By Donella Meadows
–June 12, 1986–
The Chernobyl accident was a story about nuclear power and also a story about how both East and West distorted the story, each in a different direction.
Western news reports of Chernobyl began with exaggerated estimates of the number of deaths. Later the big story was the refusal of the Soviet Union to release information about the disaster, either to neighboring countries or to its own people.
The Soviet press was late and light on information about the accident itself. Its coverage featured the heroism of the fire-fighters at the plant and the magnificent 15-nation effort, led by Armand Hammer and Dr. Robert Gale, to save the lives of the radiation victims. Another theme was the sensationalism of the Western press in reporting the casualties.
Of course each side tried to make itself look good and the other look bad. But there was another kind of distortion. As it so often does, the Eastern press played up the good news and minimized the bad, not only about its own regime but about humankind in general. The Western press did the opposite.
Imagine what would have happened if Chernobyl had been accessible to Western journalists. We might have heard something of heroism, but we certainly would have heard about the agonizing deaths of the victims. There would have been interviews with the bereaved families. Portrayals of the disrupted lives of the evacuees. Above all, there would have been a ferocious hunt for the mistakes of the officials in charge of the plant.
In this case the Soviet silence about bad news was inexcusable; it endangered millions of people. The Western bias toward tragedy, melodrama, and official bungling would have been preferable, though it would probably have set off a panic. But the point is that neither side told the whole, clean truth. Each operated with its characteristic optimistic or pessimistic bias.
I was not really aware of the negative bias of the Western media until once when I asked colleagues from many countries for good-news stories about environmental management. I was overwhelmed with responses from the socialist countries, most of them cut out of the daily papers. The Chinese sent me articles about reclaiming desert for farmland and about reforestation. The Hungarians were growing wheat on reclaimed strip mines. The Soviets had cleaned up Lake Baikal.
My colleagues from the West sent almost nothing. When I asked why, they said they knew about plenty of environmental screw-ups, but not about any good-news stories.
Now I’m sure there are as many good environmental stories in the West as in the East, probably more. But they are not the primary content of either our papers or our thinking. We are more aware of our disasters.
Why?
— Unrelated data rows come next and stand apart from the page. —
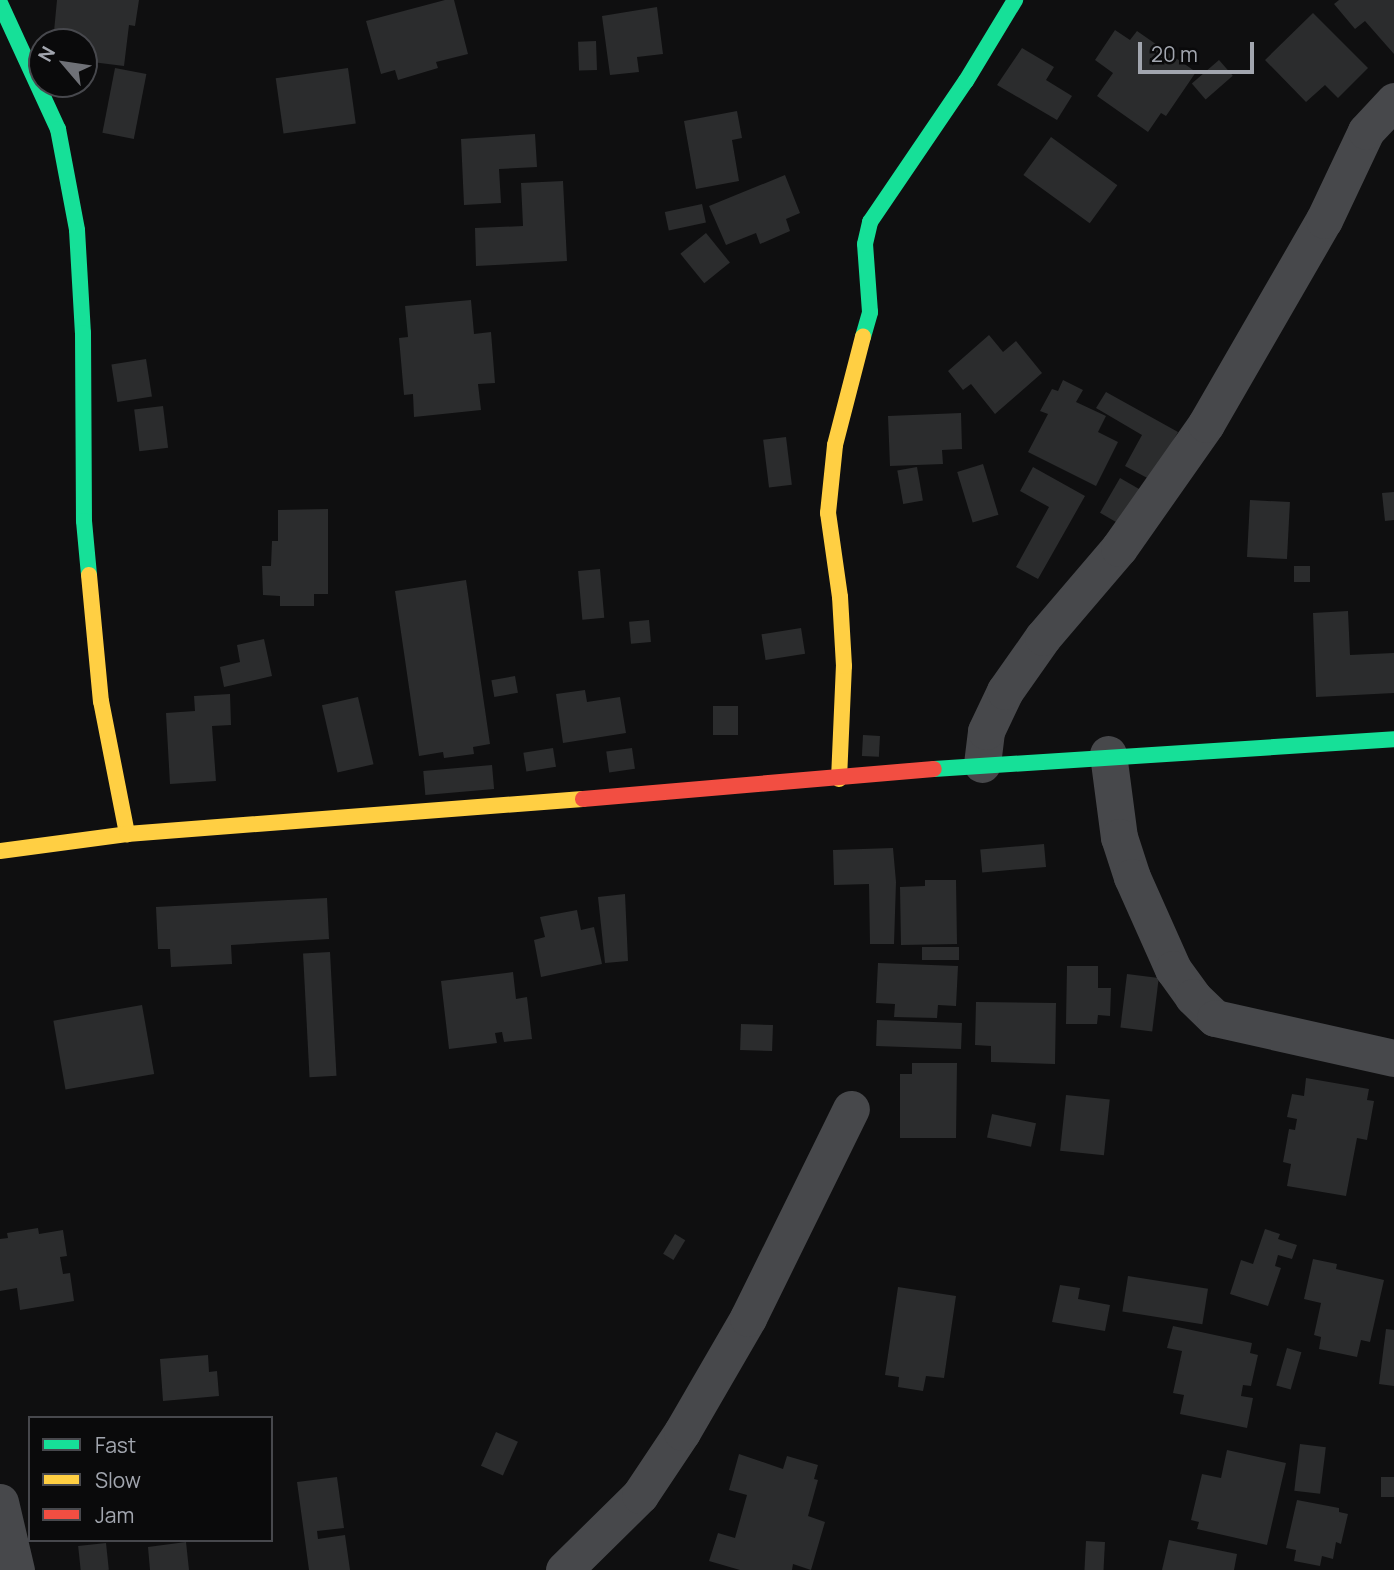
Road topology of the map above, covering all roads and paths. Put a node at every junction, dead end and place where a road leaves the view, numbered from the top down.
1 (1015, 0) edge
2 (1, 9) edge
3 (1394, 102) edge
4 (1394, 739) edge
5 (1108, 754) junction
6 (982, 764) junction
7 (839, 779) junction
8 (127, 834) junction
9 (0, 851) edge
10 (1394, 1058) edge
11 (851, 1108) dead end
12 (0, 1502) edge
13 (16, 1570) edge
14 (564, 1570) edge

1 - 7 street
2 - 8 street
3 - 6 street
4 - 5 street
5 - 6 street
5 - 10 street
6 - 7 street
7 - 8 street
8 - 9 street
11 - 14 street
12 - 13 street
Why does the East draw from Chernobyl a story of heroism, while the West draws a story of failure? Why do Easterners hear how well their society is working, while Westerners hear how theirs is falling apart?
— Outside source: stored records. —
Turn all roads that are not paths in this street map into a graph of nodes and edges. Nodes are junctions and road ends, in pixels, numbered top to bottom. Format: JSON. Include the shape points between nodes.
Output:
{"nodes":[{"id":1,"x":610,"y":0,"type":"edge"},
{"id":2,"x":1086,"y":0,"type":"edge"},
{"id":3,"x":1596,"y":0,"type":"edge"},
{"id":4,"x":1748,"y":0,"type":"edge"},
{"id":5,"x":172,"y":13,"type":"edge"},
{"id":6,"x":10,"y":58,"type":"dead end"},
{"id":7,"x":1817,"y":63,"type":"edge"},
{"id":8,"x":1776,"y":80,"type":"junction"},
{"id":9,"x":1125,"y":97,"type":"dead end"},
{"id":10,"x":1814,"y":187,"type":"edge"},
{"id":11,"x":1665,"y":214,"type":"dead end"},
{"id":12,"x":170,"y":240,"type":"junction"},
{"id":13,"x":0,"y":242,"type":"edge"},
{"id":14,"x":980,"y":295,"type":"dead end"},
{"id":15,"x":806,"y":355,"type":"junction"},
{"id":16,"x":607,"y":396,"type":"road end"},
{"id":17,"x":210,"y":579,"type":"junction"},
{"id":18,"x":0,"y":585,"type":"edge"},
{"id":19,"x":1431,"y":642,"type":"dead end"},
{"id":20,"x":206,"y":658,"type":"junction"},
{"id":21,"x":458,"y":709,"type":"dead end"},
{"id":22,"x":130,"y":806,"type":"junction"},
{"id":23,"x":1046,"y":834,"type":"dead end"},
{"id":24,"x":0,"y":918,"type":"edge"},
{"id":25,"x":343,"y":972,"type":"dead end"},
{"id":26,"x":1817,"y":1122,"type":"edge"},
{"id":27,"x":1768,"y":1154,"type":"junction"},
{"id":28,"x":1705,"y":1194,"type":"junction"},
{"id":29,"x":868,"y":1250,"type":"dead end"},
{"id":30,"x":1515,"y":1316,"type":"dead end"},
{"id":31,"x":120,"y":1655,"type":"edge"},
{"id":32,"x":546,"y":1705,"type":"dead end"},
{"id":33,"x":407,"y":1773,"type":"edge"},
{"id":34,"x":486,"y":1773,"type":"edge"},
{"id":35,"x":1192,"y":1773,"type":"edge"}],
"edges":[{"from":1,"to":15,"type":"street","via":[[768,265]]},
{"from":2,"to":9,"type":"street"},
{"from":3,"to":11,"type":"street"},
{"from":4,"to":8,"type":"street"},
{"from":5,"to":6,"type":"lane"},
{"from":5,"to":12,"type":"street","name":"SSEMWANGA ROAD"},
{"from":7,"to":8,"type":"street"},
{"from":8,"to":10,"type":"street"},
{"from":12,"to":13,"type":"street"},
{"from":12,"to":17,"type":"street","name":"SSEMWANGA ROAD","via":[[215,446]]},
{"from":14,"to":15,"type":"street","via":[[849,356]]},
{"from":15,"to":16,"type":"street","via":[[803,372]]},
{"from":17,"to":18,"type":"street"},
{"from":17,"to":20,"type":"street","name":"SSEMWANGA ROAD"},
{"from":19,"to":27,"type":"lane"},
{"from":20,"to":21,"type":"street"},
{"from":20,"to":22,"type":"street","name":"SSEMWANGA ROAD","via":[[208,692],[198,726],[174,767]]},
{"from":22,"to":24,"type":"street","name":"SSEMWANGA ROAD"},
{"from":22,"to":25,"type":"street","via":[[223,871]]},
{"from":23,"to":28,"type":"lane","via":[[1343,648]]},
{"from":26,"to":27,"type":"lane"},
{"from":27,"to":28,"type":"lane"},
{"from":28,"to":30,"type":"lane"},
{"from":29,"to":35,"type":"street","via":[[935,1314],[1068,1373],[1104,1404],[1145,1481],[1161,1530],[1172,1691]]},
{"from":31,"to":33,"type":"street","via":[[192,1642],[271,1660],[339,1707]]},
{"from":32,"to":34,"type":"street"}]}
There are probably a lot of reasons.
Western journalists say proudly that their job is to inform citizens, a sacred task in a society where people are empowered to make crucial decisions. Citizens need to know what is going wrong.
A more cynical view is that Western journalists report what sells, and bad news sells. People wouldn’t buy a paper full of Pravda-style reports on the outstanding production of the workers in the machine-tool industry. They want the details of the latest murder, fire, or outlandish scam of our public officials.
The Eastern press also takes pride in its crucial social role. Its journalists say they report what people need to know to keep the society harmonious and productive. They refuse to pander to the low sensationalist elements in public taste — what good does it do to publicize the rare human failing, instead of the abundant human triumphs?
You and I would say the Eastern press reports only what glorifies the government and keeps the people pliant and complacent.
Whatever the reasons for their bias, the Eastern media are so blatantly one-sided that no one believes the happy-sappy picture they put forth. Everyone in the USSR knows how to read between the lines, how to factor in doubt and cynicism.
The Western media are more skilled and convincing, and we are too likely to believe them without reservation. We come to think that all politicians are crooked, that every tourist will meet a terrorist, that all of Africa is starving. We lose sight of the productive workers, bumper harvests, honest public servants, and human generosity that dominate the Soviet media but are to our media just Not News.
There’s no question about which set of media I prefer. I think Americans are the best-informed people in the world, or at least they can be, if they make use of the diverse news sources available to them. But I have to keep reminding myself that the free press I respect and depend on is not unbiased. To see the world whole I have to read between the lines as the Soviets do, factoring in not cynicism, but optimism and trust, a little faith in humanity, an awareness that much of the world, much of the time, is not making news.